He says that the Holy Spirit, already in Mary's sinless soul from birth to an extent we can barely imagine, come upon her in such fullness that that He formed within her womb the Body of Jesus. She was so filled with God that she conceived God. She was such a tabernacle of the Lord in a spiritual sense that she bacame a tabernacle in a bodily sense. This we can see in our own lives to a ceratin degree. We talk about the bodily manifestations of interior thoughts and feelings all the time. When you are upset, your friends only need to look at your face. When you are filled with grace, people will be able to tell from the outide. We say that "her face shone" when she came out of confession, that after receiving Communion, he looked like he "had died and gone to heaven." The fruits of grace have an effect not only on our souls, but also on our bodies. So too was there a bodily result from the intense power and grace of God filling Mary, so much so, that a new body was created within her.
This is but a poor treatment of such a glorious subject, but I can only encourage you to meditate and pray about this mystery. The virginity of Mary is one of our most cherished beliefs as Catholics, one that sets us apart from other Christian groups.
I could say to that eight-grader that with God anything is possible.

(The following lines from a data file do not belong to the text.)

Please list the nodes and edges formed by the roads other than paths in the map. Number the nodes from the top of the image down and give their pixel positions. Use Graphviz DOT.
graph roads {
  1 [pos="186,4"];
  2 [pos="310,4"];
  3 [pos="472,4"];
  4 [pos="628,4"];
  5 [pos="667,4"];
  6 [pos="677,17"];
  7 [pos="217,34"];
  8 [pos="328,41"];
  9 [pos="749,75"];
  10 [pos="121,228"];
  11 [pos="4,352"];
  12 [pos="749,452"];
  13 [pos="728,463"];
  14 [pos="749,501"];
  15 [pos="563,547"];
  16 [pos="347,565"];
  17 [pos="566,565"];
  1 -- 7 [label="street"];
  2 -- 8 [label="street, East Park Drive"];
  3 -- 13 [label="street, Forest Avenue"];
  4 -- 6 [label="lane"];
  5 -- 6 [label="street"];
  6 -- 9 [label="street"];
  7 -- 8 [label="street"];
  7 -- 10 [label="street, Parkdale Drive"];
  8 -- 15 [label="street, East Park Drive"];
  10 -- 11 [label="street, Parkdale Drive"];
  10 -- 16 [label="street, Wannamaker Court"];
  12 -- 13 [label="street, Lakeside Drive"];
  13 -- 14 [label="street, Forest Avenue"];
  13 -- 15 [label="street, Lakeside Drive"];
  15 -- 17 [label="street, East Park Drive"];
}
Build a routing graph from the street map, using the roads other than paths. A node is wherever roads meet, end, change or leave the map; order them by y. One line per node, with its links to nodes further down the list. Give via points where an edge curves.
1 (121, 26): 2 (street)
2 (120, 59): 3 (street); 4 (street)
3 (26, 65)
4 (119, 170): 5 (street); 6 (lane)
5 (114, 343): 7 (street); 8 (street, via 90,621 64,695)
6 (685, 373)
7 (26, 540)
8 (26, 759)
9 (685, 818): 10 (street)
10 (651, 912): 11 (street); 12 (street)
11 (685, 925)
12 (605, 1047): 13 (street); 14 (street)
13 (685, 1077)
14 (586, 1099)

I could say that as lowly creatures, it is not up to us to demand an explanation from the Most High of how He chooses to work. I could say that the Church said so, and that's the end of it. But it boils down to the gift of Understanding that we all receive in the sacrament of Confirmation and that sadly only some of us work to develop. We pray to understand the mysteries of the faith, not so that we can start imagining how Mary's body reacted to the Holy Spirit, but so that we start to see how it could not have been any other way. We start to see the vast significances and beautiful intricacies of God's plan for Incarnation in the way that it happened, as compared to any other way. We start to see that God has a reason for everything, even if we do not follow His reasoning. We start to see the love and care God has for us, that all things work together for our own good if we want to accept His love.
Mary's virginity is a mystery of the faith. We know that it is so because the Church teaches it is, both from Tradition and from the Bible itself. This knowledge is a gift to us, and we must pray that the Holy Spirit fill us with His graces and gifts too, so that we may understand and love.
"It was not the visible sun, but its invisible Creator who consecrated this day for us, when the Virgin Mother, fertile of womb and integral in her virginity, brought him forth, made visible for us, by whom, when he was invisible, she too was created. A Virgin conceiving, a Virgin bearing, a Virgin pregnant, a Virgin bringing forth, a Virgin perpetual. Why do you wonder at this, O man?" (Augustine Sermons 186:1 [A.D. 411]).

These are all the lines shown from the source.